Conflict of interest:
The following listed authors have no conflicts of interest to disclose: Drs. Perkins, Wentzensen, Schiffman, Chelmow, Garcia, Kim, Nayar, Saraiya, and Sawaya.
The following listed authors have conflicts of interest:
• Dr. Moscicki: Merck and GSK, Advisory Board member
• Dr. Guido: Inovio Pharmaceuticals DSMB, ASCCP Consultant
• Dr. Huh: Inovio Pharmaceuticals DSMB
• Dr. Castle has received HPV tests and assays at a reduced or no cost from Roche, Becton Dickinson, Arbor Vita Corporation, and Cepheid for research.
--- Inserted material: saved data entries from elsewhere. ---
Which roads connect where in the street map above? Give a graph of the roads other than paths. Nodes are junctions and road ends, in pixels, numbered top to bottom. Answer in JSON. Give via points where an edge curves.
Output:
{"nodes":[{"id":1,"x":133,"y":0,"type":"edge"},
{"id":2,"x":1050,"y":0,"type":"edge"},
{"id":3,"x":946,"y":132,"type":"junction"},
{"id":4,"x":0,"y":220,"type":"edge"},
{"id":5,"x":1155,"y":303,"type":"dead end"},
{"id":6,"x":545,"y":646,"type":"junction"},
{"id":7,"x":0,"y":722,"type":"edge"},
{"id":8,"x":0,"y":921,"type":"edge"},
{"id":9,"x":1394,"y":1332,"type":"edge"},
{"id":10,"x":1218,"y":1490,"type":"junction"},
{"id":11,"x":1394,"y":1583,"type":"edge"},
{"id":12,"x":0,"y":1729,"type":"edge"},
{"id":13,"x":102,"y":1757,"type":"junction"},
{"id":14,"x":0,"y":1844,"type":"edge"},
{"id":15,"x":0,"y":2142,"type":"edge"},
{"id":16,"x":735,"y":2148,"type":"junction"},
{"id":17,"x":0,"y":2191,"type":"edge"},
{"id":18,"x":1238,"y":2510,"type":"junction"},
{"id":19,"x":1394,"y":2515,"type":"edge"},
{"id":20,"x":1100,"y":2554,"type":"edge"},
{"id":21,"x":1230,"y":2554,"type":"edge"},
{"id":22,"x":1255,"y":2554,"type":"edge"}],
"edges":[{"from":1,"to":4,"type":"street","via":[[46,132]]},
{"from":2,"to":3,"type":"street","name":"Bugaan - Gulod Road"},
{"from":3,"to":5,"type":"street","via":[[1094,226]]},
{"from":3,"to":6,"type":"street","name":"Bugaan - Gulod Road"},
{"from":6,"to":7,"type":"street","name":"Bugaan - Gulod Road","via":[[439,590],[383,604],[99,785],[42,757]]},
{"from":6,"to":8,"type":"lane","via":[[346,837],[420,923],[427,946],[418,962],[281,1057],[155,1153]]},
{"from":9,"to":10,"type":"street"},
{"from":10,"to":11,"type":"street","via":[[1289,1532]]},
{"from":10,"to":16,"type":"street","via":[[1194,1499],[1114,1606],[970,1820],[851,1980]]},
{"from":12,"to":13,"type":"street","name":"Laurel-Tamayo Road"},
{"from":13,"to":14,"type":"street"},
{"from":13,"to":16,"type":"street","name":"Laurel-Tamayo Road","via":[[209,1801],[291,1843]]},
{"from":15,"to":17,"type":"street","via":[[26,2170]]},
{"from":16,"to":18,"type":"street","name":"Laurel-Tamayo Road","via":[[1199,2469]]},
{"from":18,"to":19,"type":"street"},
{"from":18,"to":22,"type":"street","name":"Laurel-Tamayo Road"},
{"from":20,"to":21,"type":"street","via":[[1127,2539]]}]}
• Dr. Einstein has advised companies and participated in educational activities, but does not receive any honoraria or payments for these activities, In some cases, his employer, Rutgers, receives payment for his time for these activities from Papivax, Merck, BD, and PDS biotechnologies. He has been the overall PI or local PI for clinical trials from Johnson&Johnson, Pfizer, Iovance, and Inovio. Funding for these activities is for the research related costs of the trials.